The ruling Liberal Democratic Party (LDP) is striving to add a clause defining the Self-Defense Forces (SDF) to the war-renouncing Constitution after reshuffling its Headquarters for the Promotion of Revision to the Constitution. The party intends to draw up its own draft by the end of this year.
The Mainichi Shimbun does not completely reject Prime Minister Shinzo Abe’s proposal to add a clause to the supreme law clearly stating that Japan possesses the SDF while retaining Article 9’s war-renouncing paragraph 1 and paragraph 2 that bans the country from maintaining any war potential.
However, specific proposals on a new clause under discussion within the LDP have raised serious questions about the party’s intentions to amend the Constitution.

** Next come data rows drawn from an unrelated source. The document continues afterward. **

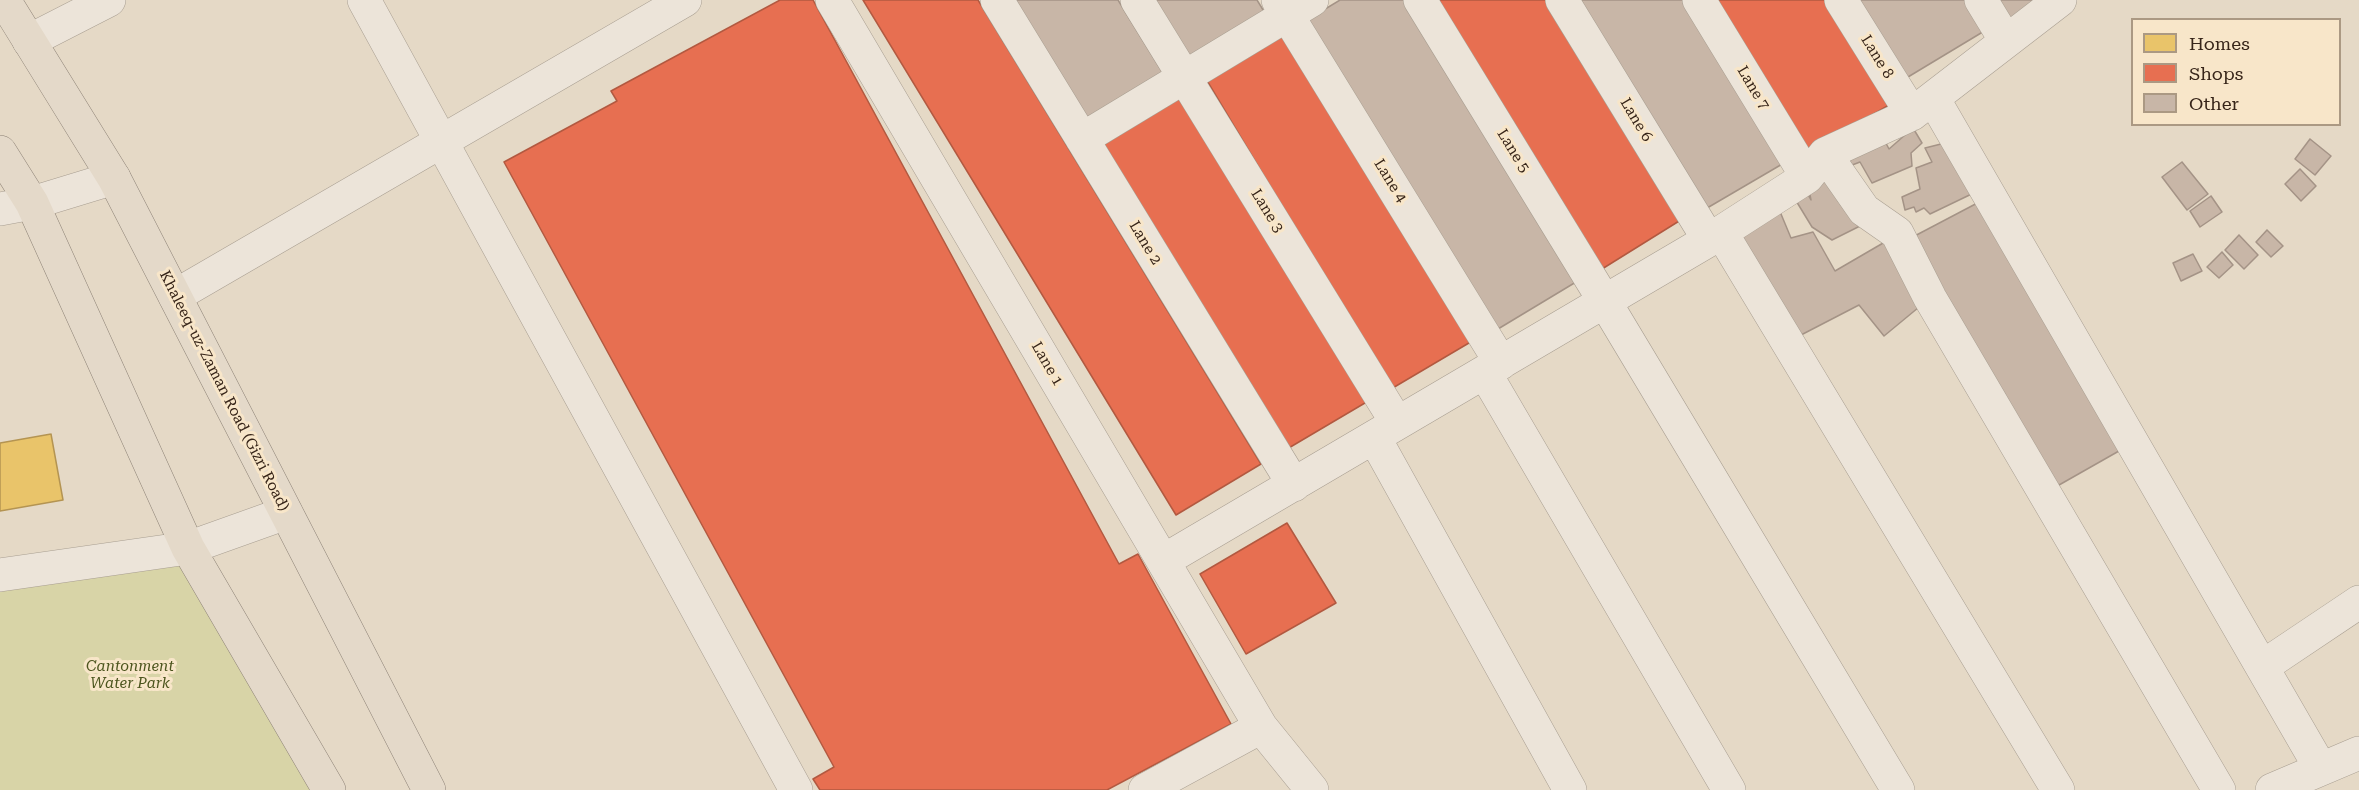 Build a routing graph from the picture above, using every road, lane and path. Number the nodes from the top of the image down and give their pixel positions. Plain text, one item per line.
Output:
1 (4, 0) edge
2 (109, 0) edge
3 (364, 0) edge
4 (685, 0) edge
5 (832, 0) edge
6 (997, 0) edge
7 (1137, 0) edge
8 (1420, 0) edge
9 (1562, 0) edge
10 (1700, 0) edge
11 (1841, 0) edge
12 (1981, 0) edge
13 (2060, 0) edge
14 (1292, 5) edge
15 (29, 40) junction
16 (2006, 40) junction
17 (1185, 78) junction
18 (1922, 106) junction
19 (1082, 139) junction
20 (442, 141) junction
21 (0, 152) edge
22 (1816, 165) junction
23 (114, 178) junction
24 (32, 203) junction
25 (0, 209) edge
26 (1715, 236) junction
27 (175, 296) junction
28 (1605, 302) junction
29 (1493, 368) junction
30 (1385, 430) junction
31 (1294, 485) junction
32 (286, 513) junction
33 (188, 548) junction
34 (1163, 561) junction
35 (0, 575) edge
36 (2359, 602) edge
37 (2262, 667) junction
38 (1261, 727) junction
39 (2359, 753) edge
40 (2321, 769) junction
41 (329, 790) edge
42 (429, 790) edge
43 (796, 790) edge
44 (1145, 790) edge
45 (1312, 790) edge
46 (1570, 790) edge
47 (1729, 790) edge
48 (1898, 790) edge
49 (2058, 790) edge
50 (2219, 790) edge
51 (2272, 790) edge

1 - 15 main road, Khaleeq-uz-Zaman Road (Gizri Road)
2 - 15 street
3 - 20 street
4 - 20 street
5 - 34 street, Lane 1
6 - 19 street, Lane 2
7 - 17 street, Lane 3
8 - 28 street, Lane 5
9 - 26 street, Lane 6
10 - 22 street, Lane 7
11 - 18 street, Lane 8
12 - 16 street
13 - 16 street
14 - 17 street
14 - 29 street, Lane 4
15 - 23 main road, Khaleeq-uz-Zaman Road (Gizri Road)
16 - 18 street
17 - 19 street
17 - 30 street, Lane 3
18 - 22 street
18 - 37 street, Lane 8
19 - 31 street, Lane 2
20 - 27 street
20 - 43 street
21 - 24 main road
22 - 26 street
22 - 50 street, Lane 7
23 - 24 street
23 - 27 main road, Khaleeq-uz-Zaman Road (Gizri Road)
24 - 25 street
24 - 33 main road
26 - 28 street
26 - 49 street, Lane 6
27 - 32 main road, Khaleeq-uz-Zaman Road (Gizri Road)
28 - 29 street
28 - 48 street, Lane 5
29 - 30 street
29 - 47 street, Lane 4
30 - 31 street
30 - 46 street, Lane 3
31 - 34 street
32 - 33 street
32 - 42 main road, Khaleeq-uz-Zaman Road (Gizri Road)
33 - 35 street
33 - 41 main road
34 - 38 street, Lane 1
36 - 37 street
37 - 40 street, Lane 8
38 - 44 street
38 - 45 street, Lane 1
39 - 40 street
40 - 51 street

A high-ranking member of the LDP close to the prime minister mentioned the possibility of adding Article 9-2 on the SDF to the supreme law.
If the proposed clause is to state, “Notwithstanding the preceding article, the Self-Defense Forces shall be established” or “The preceding article shall not preclude the establishment of the Self-Defense Forces,” paragraphs 1 and 2 of Article 9 could be interpreted as not restraining the SDF’s activities.
The Japan Conference (Nippon Kaigi), a nationalist association, made a proposal on constitutional amendments as if to support the LDP’s latest constitutional reform plan.
Tetsuo Ito, head of the Japan Policy Institute and a senior member of the Japan Conference, proposed in the September 2016 issue of its journal to add paragraph 3 to Article 9 stating that “the preceding clause shall not preclude the possession of forces for self-defense based on international law.”
The right to self-defense includes the right to collective self-defense under international law. Therefore, one cannot help but wonder whether Ito’s proposal is aimed at removing restrictions placed by Article 9 on Japan’s use of force for self-defense. The journal’s November 2016 issue even published an opinion that a third paragraph providing for the existence of the SDF should be added to Article 9 to make the clause’s paragraph 2 a dead letter. This would amount to a complete denial of Article 9.
The government’s interpretation of the Constitution as permitting the existence of the SDF was established by the government’s unified view in 1954 that the use of force to defend the country is constitutional.
The government had for decades interpreted Article 9 as banning Japan from exercising the right to collective self-defense on the grounds that it would go beyond the bounds of the minimum necessary use of force for self-defense.
In 2014, the Abe Cabinet reinterpreted the clause to open the way for Japan to exercise the right to collective self-defense in a limited way. If the LDP were to aim to add a new clause to Article 9 with the goal of removing restrictions on the right to collective self-defense that Japan can exercise, it would make Article 9 a dead letter, which would certainly split public opinion.
Therefore, the LDP should clarify its purpose of adding a new clause to Article 9 before considering the specific draft of a new clause.